→ **Requirement**
If a line in the entries below contains the word "them", it counts; report how many such lines there are, and only that number.

→ **Stored items**
┄┄┄┄┄┄

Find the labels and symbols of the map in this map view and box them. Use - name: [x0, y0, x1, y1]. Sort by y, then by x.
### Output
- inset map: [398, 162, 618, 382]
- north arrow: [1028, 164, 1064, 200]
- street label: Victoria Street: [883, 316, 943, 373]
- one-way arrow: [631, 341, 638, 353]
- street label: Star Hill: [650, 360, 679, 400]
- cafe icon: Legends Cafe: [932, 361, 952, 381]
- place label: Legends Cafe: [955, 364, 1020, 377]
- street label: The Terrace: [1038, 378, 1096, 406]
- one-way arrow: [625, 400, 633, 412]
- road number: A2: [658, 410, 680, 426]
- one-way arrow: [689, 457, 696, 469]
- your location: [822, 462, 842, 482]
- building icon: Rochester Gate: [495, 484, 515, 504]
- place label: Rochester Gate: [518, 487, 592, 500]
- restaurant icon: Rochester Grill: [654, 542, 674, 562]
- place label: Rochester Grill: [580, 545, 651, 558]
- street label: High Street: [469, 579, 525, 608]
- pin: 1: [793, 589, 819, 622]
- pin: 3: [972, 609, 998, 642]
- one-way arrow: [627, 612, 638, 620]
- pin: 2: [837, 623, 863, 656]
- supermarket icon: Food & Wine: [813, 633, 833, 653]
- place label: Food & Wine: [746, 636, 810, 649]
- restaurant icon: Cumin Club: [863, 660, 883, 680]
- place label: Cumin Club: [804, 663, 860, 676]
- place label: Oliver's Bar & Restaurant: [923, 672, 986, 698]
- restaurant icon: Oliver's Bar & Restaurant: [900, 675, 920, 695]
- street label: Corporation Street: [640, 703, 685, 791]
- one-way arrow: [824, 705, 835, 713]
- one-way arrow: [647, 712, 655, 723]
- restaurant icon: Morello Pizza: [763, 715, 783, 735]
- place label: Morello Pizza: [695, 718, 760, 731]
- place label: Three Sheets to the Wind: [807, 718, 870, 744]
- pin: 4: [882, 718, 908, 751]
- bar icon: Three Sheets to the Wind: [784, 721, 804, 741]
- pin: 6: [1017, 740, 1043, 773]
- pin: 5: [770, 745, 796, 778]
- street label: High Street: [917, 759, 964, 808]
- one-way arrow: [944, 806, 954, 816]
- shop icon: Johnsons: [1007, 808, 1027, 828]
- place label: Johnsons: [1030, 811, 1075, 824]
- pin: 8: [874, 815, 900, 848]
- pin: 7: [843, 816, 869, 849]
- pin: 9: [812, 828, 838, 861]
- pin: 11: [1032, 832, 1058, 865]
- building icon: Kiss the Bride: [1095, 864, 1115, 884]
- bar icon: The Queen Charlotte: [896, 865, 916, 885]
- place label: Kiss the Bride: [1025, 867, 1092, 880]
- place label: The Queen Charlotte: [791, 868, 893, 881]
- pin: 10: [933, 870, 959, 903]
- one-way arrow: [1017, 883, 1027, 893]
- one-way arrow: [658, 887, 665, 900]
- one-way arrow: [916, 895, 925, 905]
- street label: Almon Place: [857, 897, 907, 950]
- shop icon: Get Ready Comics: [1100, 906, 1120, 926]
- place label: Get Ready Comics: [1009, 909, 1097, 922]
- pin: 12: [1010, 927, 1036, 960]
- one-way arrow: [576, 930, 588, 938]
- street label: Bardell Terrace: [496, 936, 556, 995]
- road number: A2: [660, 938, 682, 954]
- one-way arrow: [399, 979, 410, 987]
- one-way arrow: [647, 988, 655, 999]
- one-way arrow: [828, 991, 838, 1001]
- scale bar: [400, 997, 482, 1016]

┄┄┄┄┄┄

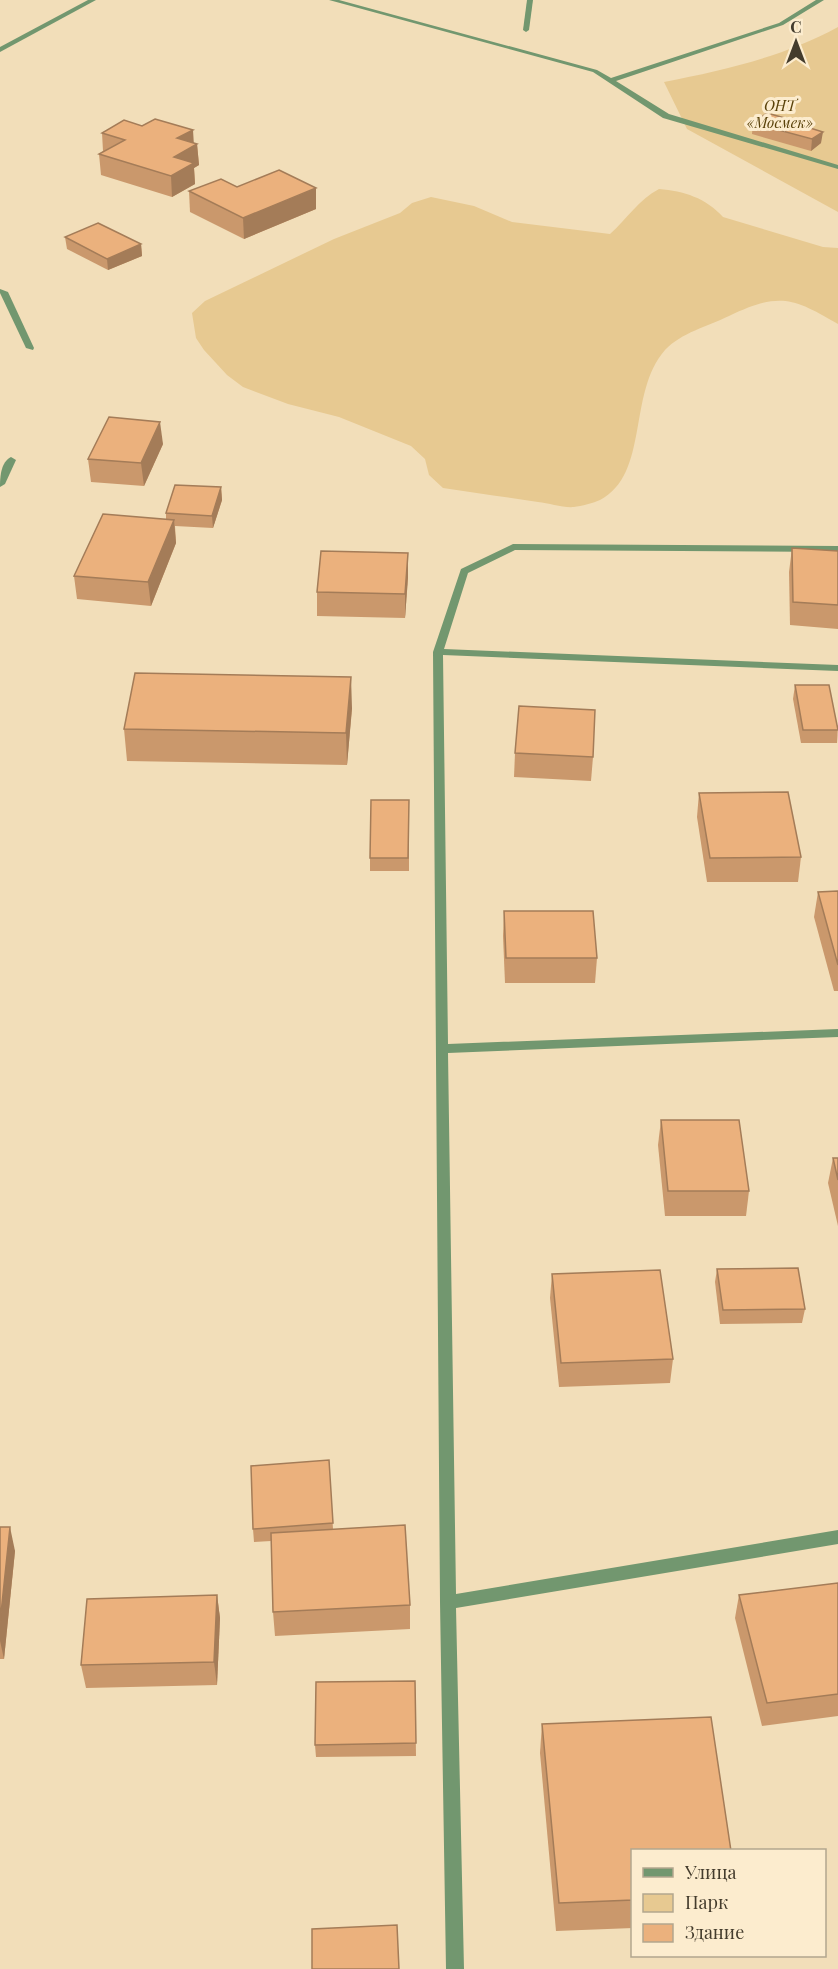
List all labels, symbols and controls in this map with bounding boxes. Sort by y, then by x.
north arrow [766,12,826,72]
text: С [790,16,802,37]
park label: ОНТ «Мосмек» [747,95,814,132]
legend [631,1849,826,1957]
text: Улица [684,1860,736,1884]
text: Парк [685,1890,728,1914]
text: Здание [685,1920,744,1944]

┄┄┄┄┄┄

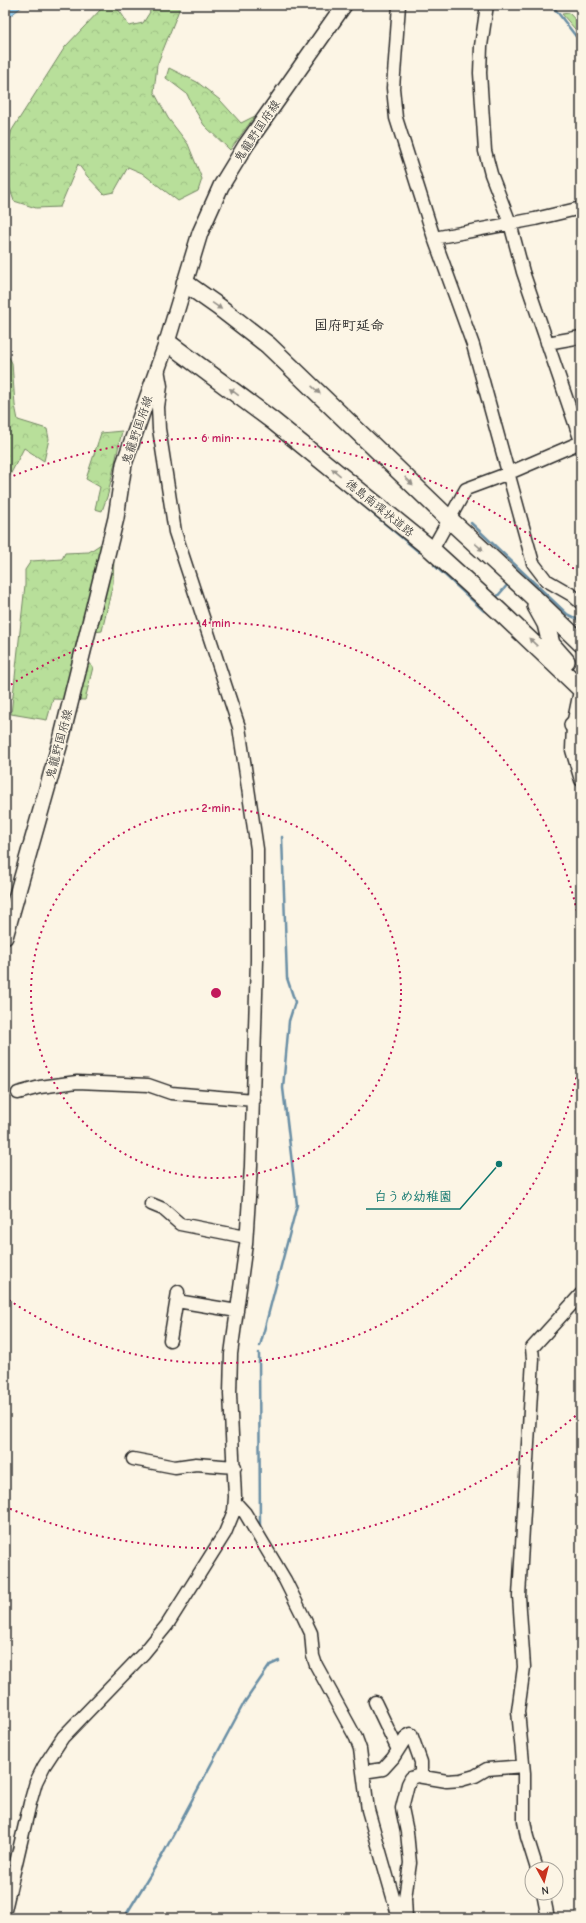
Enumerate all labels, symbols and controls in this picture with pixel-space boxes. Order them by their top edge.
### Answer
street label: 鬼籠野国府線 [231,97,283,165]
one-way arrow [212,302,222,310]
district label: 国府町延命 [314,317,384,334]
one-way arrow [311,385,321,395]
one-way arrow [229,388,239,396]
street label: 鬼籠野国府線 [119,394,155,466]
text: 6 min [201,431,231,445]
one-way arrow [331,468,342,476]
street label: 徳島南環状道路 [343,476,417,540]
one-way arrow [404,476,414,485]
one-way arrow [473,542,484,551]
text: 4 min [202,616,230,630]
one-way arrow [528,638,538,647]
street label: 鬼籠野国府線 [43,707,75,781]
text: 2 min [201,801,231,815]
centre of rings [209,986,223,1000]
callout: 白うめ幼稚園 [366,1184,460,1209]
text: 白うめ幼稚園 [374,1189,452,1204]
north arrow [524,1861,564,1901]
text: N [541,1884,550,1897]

┄┄┄┄┄┄

→ **Result of this task**
2